*** MATERIAL FOR THIS TASK ***

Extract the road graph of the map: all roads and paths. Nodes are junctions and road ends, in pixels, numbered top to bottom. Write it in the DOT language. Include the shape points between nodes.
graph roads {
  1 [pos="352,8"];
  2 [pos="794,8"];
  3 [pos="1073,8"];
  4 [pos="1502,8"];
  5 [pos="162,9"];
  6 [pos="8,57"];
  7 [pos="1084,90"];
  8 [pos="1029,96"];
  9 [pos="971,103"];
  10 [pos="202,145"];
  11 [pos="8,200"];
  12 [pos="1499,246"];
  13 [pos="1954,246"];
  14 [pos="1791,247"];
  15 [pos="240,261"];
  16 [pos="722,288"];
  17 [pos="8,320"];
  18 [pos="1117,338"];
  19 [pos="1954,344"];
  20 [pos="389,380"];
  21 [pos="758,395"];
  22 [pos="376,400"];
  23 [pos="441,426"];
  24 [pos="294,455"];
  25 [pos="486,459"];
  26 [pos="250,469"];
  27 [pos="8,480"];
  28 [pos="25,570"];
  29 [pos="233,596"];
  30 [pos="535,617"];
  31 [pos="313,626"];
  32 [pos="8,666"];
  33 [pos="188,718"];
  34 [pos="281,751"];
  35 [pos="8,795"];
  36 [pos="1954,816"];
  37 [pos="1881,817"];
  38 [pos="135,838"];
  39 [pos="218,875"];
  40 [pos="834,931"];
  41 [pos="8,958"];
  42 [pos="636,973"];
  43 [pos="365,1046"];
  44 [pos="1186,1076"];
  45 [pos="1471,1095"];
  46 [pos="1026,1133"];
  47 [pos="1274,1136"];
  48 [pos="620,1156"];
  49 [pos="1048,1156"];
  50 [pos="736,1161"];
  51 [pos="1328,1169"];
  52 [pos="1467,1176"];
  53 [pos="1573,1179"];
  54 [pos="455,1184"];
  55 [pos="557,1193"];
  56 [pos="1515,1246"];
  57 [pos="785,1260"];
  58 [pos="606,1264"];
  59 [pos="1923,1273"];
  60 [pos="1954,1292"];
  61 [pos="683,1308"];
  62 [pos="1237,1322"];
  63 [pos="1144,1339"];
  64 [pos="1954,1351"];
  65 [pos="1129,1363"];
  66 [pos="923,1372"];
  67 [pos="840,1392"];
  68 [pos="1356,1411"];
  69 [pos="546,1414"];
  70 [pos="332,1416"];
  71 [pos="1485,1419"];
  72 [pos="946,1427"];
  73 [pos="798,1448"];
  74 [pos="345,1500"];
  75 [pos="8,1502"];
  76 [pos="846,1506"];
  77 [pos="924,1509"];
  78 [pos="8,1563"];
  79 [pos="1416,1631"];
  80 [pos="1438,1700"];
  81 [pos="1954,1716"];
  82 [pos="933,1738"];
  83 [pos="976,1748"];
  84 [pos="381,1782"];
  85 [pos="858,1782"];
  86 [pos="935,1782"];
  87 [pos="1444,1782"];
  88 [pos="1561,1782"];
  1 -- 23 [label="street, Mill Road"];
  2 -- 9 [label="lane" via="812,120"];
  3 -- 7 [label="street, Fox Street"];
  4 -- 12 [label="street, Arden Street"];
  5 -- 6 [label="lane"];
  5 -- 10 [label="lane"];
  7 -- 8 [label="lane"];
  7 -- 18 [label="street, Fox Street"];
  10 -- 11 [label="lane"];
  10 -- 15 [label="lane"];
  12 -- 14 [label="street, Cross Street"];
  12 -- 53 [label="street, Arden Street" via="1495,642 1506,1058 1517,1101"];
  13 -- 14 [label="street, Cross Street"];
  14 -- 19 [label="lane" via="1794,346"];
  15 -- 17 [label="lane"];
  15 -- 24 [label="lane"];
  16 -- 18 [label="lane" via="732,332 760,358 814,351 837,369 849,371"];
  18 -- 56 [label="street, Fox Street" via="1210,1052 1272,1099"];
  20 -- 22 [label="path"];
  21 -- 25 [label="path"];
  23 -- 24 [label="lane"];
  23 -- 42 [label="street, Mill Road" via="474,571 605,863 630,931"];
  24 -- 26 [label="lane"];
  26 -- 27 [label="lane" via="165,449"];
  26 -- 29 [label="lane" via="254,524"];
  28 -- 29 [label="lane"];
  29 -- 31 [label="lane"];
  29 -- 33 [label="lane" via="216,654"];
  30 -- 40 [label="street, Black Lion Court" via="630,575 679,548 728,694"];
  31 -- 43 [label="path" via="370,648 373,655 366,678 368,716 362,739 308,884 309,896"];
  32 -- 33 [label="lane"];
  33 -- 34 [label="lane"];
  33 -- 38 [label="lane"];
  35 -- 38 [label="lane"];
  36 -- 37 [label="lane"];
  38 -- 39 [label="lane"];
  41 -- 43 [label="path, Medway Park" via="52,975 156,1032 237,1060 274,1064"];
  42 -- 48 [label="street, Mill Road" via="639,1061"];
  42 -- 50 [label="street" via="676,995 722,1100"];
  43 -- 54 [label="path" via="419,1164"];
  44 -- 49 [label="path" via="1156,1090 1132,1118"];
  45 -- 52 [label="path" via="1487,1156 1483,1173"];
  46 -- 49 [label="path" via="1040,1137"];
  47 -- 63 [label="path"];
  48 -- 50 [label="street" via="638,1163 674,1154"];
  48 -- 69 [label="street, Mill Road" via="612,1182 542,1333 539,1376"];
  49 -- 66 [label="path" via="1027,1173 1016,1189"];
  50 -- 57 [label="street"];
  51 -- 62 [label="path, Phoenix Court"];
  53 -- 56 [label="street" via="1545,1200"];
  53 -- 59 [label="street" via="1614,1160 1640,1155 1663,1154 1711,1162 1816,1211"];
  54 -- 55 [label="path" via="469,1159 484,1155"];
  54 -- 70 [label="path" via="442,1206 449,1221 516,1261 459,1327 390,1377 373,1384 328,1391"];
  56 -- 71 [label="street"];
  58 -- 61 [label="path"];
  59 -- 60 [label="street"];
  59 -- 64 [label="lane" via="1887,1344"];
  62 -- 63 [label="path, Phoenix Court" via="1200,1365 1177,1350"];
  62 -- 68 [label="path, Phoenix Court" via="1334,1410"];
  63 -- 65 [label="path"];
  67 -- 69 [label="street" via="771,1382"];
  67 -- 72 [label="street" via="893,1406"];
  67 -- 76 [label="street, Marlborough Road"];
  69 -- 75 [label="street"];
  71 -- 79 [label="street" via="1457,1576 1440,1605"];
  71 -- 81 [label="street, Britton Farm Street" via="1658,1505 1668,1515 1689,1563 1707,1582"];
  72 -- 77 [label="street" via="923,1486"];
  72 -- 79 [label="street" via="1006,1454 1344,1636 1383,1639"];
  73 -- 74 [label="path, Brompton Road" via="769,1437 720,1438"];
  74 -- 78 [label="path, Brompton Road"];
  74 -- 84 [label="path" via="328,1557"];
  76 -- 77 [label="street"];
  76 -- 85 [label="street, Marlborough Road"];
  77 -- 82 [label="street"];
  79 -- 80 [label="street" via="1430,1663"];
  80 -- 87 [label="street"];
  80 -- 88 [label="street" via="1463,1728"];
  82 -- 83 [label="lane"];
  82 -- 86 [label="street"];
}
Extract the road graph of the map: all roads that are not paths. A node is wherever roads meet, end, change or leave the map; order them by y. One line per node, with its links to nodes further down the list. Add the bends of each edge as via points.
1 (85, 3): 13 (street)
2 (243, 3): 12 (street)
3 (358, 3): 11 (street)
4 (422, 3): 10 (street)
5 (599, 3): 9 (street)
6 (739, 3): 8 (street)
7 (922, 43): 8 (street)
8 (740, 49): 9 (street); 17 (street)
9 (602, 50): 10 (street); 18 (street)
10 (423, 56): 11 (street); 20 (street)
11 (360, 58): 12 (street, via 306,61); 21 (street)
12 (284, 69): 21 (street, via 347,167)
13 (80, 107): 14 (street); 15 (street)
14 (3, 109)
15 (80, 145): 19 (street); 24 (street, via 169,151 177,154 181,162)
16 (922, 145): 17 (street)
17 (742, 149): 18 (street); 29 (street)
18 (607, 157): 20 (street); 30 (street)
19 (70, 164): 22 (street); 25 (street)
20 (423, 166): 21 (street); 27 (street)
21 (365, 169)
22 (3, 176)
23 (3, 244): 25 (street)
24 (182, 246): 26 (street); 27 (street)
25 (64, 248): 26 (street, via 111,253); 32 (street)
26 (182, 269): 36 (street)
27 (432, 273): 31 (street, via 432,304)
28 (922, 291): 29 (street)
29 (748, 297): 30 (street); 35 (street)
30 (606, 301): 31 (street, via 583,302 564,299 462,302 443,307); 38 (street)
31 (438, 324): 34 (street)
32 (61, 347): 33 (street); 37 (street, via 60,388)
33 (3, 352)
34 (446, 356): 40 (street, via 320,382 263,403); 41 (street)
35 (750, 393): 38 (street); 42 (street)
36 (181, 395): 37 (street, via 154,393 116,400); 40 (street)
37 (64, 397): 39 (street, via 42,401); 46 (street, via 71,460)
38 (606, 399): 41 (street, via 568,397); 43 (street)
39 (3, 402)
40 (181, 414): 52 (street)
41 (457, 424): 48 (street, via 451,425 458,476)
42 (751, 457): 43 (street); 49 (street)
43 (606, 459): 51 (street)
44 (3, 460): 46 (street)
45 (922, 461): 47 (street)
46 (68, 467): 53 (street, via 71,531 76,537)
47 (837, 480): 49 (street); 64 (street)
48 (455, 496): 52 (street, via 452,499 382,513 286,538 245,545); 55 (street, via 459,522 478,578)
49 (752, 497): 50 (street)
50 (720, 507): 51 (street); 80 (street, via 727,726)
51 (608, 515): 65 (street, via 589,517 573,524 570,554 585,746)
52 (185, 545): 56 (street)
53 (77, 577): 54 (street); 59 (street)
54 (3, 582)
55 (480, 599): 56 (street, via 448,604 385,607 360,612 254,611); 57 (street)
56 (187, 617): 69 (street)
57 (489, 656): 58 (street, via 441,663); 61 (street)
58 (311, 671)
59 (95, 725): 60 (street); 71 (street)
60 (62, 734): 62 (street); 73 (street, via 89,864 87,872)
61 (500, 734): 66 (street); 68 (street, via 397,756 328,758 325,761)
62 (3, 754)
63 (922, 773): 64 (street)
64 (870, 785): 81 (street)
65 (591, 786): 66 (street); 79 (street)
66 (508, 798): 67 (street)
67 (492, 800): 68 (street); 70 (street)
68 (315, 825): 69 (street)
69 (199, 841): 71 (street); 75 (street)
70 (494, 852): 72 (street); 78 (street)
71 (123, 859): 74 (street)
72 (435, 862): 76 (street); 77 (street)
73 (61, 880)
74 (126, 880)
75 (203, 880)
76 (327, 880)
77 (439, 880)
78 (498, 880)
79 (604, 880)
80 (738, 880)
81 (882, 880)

*** End of MATERIAL FOR THIS TASK ***

ABOUT THIS EXERCISE — Return every line of the data above in which "Mill" appears.

ANSWER TO THE EXERCISE —
  1 -- 23 [label="street, Mill Road"];
  23 -- 42 [label="street, Mill Road" via="474,571 605,863 630,931"];
  42 -- 48 [label="street, Mill Road" via="639,1061"];
  48 -- 69 [label="street, Mill Road" via="612,1182 542,1333 539,1376"];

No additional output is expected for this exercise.